Birleşik Krallık halkının AB’den ayrılmak istediğini beyan etmesiyle, birlikten bir üye eksilmiyor sadece. Birlik fikri eksiliyor gevşiyor çözülüyor. Avrupa ana karadaki üye ülkeler için de, bizatihi Birleşik Krallığı oluşturan İngiltere, İskoçya, Galler ve Kuzey İrlanda için de ayrılık bir fikir olmaktan çıktı belki de. Bundan böyle bir arada kalmak için yeni gerekçelere ihtiyaç duyulacak muhtemelen. Belki de tam tersine İngiltere’nin AB’den ayrılışının diğer ülkeler için öğretici sonuçları olacak.
AB’ye girişin o ülkeyi ve birliği nasıl etkilediğini az çok bilsek de çıkışın sonuçlarını henüz bilmiyoruz. Ekonomik göstergelerin ilk tepkisinden anlaşılıyor ki İngiltere’nin ayrılış süreci iyi yönetilmezse ekonomik entegrasyonun bir sonucu olarak her ülkeye ve bize de bedel ödetebileceğini kestirebiliyoruz.

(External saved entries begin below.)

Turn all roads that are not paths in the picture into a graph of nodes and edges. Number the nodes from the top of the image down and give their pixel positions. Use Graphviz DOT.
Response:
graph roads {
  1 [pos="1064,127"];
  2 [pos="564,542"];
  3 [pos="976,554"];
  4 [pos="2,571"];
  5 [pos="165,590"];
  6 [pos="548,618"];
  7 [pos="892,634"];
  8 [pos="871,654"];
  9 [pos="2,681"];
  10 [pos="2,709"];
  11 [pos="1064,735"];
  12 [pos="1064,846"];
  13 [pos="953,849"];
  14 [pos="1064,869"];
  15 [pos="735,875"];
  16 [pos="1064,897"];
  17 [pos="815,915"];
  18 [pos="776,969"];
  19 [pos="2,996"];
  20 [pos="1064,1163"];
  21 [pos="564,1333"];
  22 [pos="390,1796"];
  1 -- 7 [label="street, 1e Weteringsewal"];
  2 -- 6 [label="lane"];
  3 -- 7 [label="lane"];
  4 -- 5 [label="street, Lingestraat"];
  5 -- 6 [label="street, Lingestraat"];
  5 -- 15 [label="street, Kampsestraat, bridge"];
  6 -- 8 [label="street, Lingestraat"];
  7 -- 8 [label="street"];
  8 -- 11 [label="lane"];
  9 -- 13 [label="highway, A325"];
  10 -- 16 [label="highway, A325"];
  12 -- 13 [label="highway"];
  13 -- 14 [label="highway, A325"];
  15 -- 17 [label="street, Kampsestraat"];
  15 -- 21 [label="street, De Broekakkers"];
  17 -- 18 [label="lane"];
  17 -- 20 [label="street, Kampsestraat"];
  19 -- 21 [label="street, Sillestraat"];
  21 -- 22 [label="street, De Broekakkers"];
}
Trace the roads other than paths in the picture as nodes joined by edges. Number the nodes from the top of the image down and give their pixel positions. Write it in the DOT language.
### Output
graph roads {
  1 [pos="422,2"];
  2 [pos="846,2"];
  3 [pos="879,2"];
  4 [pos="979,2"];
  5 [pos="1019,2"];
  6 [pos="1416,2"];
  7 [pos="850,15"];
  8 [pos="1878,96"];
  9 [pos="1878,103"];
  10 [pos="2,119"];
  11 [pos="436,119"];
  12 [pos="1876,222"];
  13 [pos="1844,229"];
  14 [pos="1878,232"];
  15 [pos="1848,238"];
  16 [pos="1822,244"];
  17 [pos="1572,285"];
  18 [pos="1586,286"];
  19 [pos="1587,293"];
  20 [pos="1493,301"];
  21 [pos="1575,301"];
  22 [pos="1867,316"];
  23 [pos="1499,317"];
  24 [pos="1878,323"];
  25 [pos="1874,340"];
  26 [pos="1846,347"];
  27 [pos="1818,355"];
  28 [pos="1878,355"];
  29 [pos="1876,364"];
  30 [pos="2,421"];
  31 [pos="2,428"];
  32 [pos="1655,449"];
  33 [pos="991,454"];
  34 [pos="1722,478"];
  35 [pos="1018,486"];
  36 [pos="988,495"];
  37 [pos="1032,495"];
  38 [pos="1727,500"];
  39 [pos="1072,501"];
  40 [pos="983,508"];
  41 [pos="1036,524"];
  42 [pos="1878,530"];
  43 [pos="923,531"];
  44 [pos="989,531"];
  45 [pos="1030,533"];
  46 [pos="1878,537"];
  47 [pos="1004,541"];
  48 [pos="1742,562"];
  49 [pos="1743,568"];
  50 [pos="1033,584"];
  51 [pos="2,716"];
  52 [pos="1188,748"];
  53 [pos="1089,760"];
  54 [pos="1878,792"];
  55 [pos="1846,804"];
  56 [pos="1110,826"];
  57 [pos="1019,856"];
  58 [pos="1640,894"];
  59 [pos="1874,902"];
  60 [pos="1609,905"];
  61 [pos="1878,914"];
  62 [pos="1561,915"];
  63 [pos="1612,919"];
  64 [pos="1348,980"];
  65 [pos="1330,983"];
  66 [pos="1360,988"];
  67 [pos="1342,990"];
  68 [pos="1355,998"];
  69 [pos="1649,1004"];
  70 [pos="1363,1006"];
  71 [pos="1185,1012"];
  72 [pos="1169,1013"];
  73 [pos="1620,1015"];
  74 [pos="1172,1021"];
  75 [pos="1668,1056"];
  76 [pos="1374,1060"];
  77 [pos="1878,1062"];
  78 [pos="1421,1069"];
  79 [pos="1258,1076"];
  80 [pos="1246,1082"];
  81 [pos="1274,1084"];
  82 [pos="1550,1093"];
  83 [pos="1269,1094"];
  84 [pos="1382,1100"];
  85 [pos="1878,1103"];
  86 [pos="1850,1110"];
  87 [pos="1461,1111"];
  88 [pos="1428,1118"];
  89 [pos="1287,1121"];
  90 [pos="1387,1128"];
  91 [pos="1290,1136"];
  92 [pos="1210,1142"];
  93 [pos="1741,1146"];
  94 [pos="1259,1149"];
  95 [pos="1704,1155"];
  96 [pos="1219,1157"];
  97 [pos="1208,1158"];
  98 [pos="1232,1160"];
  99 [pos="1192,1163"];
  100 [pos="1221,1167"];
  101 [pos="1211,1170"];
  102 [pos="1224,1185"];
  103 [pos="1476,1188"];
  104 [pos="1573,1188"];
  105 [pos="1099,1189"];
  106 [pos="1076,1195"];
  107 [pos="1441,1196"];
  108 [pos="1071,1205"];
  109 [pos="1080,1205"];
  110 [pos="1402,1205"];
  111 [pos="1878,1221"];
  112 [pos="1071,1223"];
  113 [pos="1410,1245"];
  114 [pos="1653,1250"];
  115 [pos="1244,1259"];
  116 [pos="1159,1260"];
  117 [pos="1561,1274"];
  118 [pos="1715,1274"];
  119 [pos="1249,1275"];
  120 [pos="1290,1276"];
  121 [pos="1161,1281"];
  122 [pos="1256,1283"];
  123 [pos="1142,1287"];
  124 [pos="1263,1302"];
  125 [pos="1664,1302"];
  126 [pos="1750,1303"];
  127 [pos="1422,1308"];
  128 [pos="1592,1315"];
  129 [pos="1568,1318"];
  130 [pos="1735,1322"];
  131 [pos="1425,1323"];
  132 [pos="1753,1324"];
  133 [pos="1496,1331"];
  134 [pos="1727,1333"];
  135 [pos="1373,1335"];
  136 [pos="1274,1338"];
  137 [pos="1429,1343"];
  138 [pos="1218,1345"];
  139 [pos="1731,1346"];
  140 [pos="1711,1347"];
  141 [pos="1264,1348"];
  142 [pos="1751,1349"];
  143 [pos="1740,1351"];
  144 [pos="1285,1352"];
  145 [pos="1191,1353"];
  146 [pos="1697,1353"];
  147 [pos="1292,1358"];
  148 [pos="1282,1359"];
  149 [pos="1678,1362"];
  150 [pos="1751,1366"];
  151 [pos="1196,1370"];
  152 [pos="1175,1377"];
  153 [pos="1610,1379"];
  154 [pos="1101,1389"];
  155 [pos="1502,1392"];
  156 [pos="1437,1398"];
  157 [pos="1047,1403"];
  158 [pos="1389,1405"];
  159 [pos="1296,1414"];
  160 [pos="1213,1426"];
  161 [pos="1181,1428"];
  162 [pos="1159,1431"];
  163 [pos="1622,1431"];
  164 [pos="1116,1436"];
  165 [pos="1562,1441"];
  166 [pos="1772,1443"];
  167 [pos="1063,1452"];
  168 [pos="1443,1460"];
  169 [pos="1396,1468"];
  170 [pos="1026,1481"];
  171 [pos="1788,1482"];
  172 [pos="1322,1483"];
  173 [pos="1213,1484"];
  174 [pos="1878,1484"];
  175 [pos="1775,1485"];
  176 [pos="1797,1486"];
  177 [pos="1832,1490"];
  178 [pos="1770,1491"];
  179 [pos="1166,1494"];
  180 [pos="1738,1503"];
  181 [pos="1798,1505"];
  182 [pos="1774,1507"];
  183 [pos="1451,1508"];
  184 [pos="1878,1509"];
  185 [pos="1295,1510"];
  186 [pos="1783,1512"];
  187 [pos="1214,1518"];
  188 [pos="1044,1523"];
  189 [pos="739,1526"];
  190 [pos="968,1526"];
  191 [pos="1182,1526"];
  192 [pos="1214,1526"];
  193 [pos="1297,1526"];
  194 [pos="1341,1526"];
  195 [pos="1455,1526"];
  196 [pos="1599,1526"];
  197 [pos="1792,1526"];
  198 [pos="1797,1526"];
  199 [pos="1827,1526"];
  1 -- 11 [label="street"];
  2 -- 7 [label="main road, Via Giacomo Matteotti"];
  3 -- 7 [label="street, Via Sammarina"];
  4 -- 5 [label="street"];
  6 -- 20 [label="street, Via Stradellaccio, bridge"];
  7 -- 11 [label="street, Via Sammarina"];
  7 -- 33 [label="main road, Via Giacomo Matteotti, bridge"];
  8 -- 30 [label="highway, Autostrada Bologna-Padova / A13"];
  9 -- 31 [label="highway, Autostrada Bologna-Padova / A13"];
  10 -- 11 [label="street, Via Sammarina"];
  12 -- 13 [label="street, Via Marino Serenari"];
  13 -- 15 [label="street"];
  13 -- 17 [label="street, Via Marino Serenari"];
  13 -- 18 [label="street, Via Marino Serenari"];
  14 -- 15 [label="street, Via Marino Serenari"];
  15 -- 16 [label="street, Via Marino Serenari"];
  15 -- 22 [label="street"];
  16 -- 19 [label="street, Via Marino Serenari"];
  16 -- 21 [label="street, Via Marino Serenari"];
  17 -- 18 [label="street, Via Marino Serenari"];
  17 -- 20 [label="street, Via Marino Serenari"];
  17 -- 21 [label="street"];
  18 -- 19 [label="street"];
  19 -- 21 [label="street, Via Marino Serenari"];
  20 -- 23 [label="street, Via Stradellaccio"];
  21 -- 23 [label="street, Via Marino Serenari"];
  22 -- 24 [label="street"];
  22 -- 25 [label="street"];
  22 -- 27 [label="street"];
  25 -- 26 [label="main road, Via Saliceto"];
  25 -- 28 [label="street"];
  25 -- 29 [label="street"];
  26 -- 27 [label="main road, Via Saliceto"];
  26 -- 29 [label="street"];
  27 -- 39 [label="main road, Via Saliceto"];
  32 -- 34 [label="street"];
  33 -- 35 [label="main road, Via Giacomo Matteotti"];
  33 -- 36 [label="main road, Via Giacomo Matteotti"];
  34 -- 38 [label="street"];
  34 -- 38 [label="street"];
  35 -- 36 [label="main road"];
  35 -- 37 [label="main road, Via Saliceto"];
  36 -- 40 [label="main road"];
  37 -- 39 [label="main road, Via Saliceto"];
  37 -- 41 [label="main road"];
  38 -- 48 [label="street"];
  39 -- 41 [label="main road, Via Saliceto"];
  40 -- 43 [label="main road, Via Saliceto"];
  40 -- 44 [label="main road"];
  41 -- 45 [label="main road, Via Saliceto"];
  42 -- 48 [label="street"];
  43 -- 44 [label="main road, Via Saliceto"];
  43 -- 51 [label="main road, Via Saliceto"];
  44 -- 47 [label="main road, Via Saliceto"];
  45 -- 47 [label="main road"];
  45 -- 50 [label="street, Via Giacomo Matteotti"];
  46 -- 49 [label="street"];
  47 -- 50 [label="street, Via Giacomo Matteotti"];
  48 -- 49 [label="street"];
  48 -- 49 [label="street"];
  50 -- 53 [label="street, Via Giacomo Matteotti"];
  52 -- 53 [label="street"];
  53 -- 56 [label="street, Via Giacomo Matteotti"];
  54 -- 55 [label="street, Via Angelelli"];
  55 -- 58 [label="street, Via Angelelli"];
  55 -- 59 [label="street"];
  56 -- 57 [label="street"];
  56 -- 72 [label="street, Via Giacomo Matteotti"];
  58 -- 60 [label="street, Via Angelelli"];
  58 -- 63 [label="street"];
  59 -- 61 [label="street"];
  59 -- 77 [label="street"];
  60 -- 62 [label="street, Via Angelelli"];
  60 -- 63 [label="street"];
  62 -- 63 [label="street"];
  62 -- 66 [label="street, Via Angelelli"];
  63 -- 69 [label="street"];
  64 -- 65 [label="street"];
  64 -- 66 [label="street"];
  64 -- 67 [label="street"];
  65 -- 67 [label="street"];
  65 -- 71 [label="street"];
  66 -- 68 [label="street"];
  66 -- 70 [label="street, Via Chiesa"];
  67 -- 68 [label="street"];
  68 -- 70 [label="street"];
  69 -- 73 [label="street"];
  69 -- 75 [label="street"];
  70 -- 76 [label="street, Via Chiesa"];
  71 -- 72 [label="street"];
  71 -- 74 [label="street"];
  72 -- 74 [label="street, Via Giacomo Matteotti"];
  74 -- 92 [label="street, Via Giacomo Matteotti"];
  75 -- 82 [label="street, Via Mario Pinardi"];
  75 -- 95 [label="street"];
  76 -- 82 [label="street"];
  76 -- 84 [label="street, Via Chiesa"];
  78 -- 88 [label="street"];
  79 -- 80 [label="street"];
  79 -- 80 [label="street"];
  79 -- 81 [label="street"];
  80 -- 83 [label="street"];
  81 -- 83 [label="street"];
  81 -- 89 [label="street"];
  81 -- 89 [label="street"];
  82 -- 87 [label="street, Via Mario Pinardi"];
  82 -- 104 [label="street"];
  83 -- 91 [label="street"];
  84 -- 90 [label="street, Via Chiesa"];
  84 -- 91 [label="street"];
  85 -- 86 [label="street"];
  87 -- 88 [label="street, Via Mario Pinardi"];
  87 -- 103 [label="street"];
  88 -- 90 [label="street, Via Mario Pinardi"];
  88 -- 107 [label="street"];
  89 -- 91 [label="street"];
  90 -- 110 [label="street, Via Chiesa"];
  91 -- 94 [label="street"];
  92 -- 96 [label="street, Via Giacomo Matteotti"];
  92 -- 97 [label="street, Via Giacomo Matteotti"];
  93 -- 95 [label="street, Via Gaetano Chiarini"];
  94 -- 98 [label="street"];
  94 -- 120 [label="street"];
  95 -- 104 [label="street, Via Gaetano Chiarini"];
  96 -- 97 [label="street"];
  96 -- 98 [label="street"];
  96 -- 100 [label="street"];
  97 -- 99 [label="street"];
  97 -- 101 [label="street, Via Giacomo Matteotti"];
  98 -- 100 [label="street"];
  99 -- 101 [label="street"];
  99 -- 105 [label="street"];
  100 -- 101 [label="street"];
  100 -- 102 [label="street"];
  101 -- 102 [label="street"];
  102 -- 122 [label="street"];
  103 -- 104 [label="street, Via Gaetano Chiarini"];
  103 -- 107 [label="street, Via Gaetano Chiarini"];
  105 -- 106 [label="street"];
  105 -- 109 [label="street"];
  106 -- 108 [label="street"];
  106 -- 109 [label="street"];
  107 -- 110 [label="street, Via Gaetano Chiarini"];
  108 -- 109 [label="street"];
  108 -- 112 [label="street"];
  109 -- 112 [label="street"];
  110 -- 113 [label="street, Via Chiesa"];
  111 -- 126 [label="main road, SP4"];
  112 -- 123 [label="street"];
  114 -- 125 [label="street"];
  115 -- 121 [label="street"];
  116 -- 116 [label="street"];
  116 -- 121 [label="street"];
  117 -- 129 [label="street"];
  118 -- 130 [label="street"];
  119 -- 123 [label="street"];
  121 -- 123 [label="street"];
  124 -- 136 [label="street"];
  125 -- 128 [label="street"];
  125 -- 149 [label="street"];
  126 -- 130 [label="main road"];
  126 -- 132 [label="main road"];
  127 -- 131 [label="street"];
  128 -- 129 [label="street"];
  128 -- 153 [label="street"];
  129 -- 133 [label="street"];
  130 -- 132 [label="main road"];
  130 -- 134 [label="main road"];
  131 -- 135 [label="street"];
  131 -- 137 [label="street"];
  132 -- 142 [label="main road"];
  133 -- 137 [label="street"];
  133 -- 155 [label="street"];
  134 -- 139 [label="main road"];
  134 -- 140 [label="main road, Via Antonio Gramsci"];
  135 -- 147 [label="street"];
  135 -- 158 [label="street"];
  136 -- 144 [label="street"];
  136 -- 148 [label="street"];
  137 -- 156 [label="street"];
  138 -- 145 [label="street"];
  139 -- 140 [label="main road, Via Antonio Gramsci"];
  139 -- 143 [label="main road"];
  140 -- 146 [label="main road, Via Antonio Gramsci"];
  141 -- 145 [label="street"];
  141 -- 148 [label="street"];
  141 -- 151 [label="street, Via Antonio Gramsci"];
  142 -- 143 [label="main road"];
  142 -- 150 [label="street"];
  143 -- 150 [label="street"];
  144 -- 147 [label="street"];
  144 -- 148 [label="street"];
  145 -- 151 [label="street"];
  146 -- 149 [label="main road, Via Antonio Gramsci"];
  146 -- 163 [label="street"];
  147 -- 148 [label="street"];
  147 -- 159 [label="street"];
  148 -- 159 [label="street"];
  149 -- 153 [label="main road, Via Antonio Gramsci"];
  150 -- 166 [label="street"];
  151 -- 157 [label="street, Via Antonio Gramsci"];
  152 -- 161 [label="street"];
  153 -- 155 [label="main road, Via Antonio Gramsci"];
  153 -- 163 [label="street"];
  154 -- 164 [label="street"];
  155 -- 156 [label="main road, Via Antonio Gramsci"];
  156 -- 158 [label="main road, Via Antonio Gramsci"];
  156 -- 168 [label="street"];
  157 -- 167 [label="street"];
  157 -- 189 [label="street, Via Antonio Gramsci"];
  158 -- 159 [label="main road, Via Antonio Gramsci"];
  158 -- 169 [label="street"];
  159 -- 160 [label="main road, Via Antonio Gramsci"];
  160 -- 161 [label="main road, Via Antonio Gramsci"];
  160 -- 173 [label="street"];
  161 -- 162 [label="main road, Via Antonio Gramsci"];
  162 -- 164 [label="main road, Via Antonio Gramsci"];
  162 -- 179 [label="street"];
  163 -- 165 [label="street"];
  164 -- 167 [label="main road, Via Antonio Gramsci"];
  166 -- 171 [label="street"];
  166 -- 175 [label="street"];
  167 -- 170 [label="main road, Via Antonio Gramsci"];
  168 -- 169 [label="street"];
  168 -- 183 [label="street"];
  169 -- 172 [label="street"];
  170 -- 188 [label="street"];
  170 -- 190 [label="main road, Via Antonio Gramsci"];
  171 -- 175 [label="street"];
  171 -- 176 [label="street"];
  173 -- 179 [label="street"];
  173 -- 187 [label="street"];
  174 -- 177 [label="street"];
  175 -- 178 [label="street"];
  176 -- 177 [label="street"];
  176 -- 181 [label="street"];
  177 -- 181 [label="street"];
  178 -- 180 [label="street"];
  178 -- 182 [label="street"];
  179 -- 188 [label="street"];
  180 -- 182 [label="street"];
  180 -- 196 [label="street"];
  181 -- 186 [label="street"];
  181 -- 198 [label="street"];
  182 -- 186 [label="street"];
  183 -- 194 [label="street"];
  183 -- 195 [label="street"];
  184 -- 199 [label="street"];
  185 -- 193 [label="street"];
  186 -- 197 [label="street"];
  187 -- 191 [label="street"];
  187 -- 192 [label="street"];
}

“Üzerinde güneş batmayan imparatorluk” olarak sömürgeci geçmişi ve halihazırda nüfuz siyasetini aşan ilişkileri dolayısıyla küresel sistemin en güçlü devletlerinden biri İngiltere. Gücünü ve nüfuzunu AB içinde de kullanıyordu aslında. AB üyeliğinin Fransa tarafından “Amerika’nın truva atıdır” diye iki kere veto edildiği, kararlara katılsa da Euro ve Schengen uygulamalarına katılmadığı ve maliyetleri paylaşmadığı hatırlanırsa eşit değil imtiyazlı üyeydi İngiltere. Ama daha da ileri gitti işte. AB fikrini ve idealini sadece zorlayan değil o ideali ilk yıkan ve AB zincirini ilk kıran ülke oldu.
Öte yandan İngiltere ayrılık kararı almasaydı da AB’nin kendi ideallerini gerçekleştiremeyen hatta umursamayan bir birlik olduğu ve çürümenin kaçınılmazlığı tecrübe edilmekteydi.
Göçmen nüfusun entegrasyonunu hala tam gerçekleştiremedi mesela Avrupa. Üçüncü dördüncü kuşaklar bile yeterince aidiyet ve memnuniyet duygusu geliştirebilmiş değil yaşadığı ülkeye. Üstelik göçmenler her kötülüğün ve sıkıntının ilk sebebi olarak kolayca işaretlenebilmekte.